Description of the task:
Reproduce word for word the lines between those holding "middle pip: (141, 94)" and "ring mcp: (229, 134)", inclusive, and nothing else from the data below.

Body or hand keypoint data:
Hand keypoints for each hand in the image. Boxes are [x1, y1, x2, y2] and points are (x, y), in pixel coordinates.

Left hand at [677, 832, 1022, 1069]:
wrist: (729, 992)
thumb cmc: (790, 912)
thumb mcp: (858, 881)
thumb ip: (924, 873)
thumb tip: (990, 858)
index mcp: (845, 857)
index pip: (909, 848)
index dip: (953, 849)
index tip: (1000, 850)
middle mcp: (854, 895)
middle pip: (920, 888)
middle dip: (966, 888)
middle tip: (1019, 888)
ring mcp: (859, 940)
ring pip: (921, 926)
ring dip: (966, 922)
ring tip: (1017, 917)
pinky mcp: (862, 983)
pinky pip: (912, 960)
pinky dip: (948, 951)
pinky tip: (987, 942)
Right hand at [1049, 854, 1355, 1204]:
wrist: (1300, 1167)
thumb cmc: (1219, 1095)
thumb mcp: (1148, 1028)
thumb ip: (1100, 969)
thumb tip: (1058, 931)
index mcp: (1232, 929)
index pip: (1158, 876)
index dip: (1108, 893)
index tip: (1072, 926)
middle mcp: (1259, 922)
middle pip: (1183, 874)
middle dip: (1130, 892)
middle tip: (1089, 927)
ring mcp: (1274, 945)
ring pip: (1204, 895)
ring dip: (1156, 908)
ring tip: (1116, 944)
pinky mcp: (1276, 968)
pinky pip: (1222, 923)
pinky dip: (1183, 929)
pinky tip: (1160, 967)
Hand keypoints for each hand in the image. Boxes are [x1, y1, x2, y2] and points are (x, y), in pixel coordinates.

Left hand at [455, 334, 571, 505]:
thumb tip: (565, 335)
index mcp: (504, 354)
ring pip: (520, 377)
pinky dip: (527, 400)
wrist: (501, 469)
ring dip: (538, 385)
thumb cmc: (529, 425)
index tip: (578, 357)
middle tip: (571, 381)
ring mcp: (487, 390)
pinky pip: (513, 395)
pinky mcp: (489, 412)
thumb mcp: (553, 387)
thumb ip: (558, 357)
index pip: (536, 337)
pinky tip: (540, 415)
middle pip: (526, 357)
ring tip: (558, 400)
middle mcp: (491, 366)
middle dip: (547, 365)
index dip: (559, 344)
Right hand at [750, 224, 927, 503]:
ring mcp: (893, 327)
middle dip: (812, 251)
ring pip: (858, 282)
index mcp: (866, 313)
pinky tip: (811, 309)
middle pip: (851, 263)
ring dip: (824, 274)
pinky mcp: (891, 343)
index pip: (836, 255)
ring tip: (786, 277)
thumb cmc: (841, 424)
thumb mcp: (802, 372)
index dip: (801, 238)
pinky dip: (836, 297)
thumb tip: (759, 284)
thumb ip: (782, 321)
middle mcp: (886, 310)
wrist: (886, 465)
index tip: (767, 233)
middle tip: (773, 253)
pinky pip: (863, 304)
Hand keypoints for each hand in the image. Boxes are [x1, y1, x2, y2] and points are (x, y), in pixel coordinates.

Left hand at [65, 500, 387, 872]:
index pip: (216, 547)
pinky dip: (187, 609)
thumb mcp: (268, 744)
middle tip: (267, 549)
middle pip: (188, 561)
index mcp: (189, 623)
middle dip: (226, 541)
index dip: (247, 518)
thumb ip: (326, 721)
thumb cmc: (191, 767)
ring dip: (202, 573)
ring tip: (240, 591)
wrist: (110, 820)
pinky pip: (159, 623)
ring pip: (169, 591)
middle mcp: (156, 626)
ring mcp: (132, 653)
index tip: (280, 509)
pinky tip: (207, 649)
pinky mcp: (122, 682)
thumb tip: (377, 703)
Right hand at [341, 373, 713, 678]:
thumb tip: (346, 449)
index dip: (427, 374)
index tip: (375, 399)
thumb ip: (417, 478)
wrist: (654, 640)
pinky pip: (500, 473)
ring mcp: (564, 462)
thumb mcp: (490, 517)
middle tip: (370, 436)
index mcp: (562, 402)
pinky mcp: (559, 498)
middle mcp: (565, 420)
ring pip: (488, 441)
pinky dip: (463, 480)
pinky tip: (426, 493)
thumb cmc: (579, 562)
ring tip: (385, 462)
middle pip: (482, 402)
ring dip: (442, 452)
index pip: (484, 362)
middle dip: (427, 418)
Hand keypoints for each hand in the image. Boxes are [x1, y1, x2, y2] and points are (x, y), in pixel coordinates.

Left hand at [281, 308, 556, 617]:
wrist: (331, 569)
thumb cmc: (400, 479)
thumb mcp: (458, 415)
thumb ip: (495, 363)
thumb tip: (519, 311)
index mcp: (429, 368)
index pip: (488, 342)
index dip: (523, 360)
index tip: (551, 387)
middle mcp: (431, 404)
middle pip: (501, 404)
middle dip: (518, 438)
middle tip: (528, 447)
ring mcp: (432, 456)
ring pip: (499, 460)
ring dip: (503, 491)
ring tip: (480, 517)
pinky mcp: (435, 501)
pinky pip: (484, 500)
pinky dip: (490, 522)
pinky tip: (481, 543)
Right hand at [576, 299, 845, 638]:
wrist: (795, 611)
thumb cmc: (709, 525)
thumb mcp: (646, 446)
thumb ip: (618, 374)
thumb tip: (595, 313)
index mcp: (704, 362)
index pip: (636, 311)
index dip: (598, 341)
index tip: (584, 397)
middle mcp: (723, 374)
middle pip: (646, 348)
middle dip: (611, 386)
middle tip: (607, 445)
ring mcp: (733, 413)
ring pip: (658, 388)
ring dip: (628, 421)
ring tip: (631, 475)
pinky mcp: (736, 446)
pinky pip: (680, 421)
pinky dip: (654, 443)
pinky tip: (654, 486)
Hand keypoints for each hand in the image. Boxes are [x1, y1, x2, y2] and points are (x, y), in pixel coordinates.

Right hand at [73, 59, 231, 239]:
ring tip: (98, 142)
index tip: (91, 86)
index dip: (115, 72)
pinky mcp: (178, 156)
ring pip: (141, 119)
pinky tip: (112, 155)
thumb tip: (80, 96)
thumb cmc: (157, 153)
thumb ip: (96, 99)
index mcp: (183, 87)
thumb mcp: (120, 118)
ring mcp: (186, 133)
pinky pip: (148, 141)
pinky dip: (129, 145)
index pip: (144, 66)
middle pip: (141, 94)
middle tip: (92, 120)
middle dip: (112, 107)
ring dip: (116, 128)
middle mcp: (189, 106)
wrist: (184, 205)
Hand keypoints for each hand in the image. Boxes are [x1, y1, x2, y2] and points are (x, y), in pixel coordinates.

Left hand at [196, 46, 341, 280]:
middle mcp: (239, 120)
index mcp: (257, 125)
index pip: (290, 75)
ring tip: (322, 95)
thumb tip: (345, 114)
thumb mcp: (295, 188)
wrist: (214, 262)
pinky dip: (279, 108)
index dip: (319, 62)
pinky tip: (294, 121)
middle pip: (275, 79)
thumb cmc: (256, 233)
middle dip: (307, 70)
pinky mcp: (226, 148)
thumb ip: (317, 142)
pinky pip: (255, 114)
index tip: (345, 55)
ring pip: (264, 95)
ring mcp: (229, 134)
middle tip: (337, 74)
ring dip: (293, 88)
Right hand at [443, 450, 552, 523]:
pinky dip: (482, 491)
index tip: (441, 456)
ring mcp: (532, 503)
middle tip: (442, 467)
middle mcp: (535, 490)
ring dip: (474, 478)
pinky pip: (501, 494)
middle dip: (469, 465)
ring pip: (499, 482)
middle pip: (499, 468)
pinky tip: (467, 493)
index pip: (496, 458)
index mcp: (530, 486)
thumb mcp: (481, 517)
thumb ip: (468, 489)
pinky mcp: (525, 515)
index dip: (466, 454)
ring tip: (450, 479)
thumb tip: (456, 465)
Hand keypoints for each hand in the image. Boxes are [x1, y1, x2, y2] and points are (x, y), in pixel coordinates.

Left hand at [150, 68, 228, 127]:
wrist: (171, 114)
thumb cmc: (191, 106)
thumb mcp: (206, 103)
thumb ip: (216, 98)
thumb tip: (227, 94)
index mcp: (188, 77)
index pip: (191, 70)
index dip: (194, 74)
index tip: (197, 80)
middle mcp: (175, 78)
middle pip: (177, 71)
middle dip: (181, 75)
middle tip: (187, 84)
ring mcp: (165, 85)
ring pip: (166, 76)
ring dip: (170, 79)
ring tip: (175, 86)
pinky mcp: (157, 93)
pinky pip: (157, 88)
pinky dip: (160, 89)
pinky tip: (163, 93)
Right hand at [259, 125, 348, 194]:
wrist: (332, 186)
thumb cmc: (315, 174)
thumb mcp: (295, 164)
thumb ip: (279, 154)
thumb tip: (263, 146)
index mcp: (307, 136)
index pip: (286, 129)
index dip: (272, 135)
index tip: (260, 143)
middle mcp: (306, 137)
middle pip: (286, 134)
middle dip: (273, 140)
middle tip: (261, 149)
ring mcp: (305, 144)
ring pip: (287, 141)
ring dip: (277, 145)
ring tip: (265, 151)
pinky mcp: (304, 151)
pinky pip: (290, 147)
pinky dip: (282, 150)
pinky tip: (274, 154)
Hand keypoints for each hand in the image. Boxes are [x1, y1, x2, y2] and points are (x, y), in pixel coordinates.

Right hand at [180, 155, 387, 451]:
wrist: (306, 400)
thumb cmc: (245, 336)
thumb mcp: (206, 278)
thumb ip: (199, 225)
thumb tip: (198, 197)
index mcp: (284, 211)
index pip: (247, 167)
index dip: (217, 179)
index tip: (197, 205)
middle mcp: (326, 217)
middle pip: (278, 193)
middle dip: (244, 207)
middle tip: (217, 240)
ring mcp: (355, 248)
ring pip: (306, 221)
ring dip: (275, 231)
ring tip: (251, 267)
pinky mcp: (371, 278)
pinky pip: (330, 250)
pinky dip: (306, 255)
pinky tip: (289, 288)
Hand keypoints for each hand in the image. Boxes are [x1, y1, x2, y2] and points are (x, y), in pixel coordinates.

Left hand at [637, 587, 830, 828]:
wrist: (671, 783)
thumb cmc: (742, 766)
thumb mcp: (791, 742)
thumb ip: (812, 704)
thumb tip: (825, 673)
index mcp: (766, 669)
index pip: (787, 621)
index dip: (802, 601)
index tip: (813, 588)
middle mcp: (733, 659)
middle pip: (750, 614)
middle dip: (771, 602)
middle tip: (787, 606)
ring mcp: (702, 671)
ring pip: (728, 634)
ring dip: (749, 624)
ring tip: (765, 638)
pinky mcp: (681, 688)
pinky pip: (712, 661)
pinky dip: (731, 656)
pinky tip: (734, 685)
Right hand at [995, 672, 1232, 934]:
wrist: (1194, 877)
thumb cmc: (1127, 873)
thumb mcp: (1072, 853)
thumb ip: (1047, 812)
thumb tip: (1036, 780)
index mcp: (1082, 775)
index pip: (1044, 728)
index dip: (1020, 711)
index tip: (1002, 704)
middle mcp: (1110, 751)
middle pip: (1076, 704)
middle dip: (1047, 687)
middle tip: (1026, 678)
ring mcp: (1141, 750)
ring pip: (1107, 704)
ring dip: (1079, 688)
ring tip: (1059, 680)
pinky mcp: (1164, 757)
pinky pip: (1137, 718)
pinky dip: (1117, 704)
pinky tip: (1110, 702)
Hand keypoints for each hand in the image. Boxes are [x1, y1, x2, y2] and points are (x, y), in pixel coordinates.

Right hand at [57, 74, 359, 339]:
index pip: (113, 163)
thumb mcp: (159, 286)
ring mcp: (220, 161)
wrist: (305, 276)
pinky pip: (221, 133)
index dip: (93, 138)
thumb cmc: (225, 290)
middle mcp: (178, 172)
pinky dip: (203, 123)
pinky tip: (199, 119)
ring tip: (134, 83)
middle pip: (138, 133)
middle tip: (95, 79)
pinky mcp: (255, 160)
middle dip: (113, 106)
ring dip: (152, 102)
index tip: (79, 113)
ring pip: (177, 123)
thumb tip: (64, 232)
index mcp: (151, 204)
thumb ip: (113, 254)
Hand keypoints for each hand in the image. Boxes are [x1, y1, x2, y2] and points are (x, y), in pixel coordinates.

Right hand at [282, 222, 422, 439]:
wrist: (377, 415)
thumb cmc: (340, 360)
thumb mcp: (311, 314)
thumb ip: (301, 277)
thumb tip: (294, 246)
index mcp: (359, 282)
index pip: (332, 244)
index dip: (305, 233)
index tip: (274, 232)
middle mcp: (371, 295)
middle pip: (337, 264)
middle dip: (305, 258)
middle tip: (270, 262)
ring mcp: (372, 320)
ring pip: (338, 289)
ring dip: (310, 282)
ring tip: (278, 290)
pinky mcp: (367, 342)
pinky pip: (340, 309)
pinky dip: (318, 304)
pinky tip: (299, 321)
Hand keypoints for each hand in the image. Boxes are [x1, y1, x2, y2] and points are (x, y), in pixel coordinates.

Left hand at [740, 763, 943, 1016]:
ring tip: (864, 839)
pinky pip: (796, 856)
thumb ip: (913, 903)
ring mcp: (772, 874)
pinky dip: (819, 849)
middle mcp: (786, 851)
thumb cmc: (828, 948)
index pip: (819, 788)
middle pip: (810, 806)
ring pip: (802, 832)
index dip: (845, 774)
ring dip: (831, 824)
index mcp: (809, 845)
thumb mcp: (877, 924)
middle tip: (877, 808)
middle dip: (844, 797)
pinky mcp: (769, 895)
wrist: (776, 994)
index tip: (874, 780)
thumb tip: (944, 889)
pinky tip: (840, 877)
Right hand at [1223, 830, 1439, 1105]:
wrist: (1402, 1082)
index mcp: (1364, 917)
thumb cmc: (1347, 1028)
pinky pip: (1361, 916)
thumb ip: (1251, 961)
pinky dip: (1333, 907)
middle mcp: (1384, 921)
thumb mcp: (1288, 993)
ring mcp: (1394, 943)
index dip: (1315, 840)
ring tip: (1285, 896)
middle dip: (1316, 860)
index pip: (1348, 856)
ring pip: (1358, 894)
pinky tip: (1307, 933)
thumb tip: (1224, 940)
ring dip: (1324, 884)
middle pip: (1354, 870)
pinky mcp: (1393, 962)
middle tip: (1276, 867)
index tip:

Solution:
middle pip: (141, 94)
middle tip: (92, 120)
middle dip: (112, 107)
ring dip: (116, 128)
middle mcp: (189, 106)
wrist: (184, 205)
Hand keypoints for each hand in the image. Boxes are [x1, y1, x2, y2] and points are (x, y), in pixel coordinates.

Left hand at [196, 46, 341, 280]:
middle mcp: (239, 120)
index mcp: (257, 125)
index pip: (290, 75)
ring tip: (322, 95)
thumb tip: (345, 114)
thumb mcp: (295, 188)
wrist: (214, 262)
pinky dip: (279, 108)
index dip: (319, 62)
pinky tip: (294, 121)
middle pip: (275, 79)
thumb cmc: (256, 233)
middle dip: (307, 70)
pinky mcp: (226, 148)
thumb ip: (317, 142)
pinky pip: (255, 114)
index tip: (345, 55)
ring pip: (264, 95)
ring mcp: (229, 134)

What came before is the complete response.